Central planning is back in vogue – but it shouldn’t replace the market.

The National Energy System Operator’s new strategic energy planning architecture – the Strategic Spatial Energy Plan (SSEP), the Central Strategic Network Plan (CSNP) and the Regional Energy Strategic Plans (RESPs) - aims to map out where energy generation and networks should optimally be built. This represents a marked shift away from today’s market-driven approach, where developers choose locations based on resources, grid access and locational charging signals. The article’s core argument is clear: these plans are useful, but should be a guide, not a precise blueprint.

The real objective shouldn’t be to deliver ‘the plan' - instead it should be to deliver a least-cost, efficient energy system.

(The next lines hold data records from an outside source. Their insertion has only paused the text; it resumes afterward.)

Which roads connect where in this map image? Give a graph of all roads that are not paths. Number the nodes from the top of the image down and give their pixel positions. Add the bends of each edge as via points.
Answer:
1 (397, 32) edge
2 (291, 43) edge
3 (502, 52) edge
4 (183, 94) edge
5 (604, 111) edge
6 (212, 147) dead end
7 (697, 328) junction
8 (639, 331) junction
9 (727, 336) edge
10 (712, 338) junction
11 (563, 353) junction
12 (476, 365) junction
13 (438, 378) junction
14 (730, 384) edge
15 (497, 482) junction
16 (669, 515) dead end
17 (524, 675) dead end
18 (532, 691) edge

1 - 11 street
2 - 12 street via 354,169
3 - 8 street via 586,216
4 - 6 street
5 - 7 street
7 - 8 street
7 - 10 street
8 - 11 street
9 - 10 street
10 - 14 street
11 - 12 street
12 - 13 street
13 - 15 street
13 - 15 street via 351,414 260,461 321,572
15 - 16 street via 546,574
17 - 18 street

And that requires flexibility. The SSEP is a model, not reality. Like any model, it will inevitably be wrong in places and should inform, not dictate, investment decisions. An over-reliance on central forecasts in effect swaps the combined wisdom of all the actors in the market for that of the NESO modelling team - risking locking in inefficiencies and failing to adapt to real-world developments.

This is where cost-reflective locational charging (or Transmission Network Use of System (TNUoS)) matters.

By signaling the system costs of locating in different regions, locational charging plays a critical complementary role:

Ensures that system cost (and so consumers’ bills) are kept as low as possible

Guides investment towards best-value locations (balancing the benefit of high wind resource in some areas with the additional required network build)

Minimises unnecessary (and expensive) network expansion

Helps manage sequencing of investment over time – it’s not just about where things are built, but when they are built

Without these locational signals, the system could still reach a similar end point, but through a more expensive and inefficient route, with higher bills for consumers.

Crucially, central planning and locational signals should work together, not replace one another. While the SSEP sets the boundaries; the market brings cost discipline and optimises within them.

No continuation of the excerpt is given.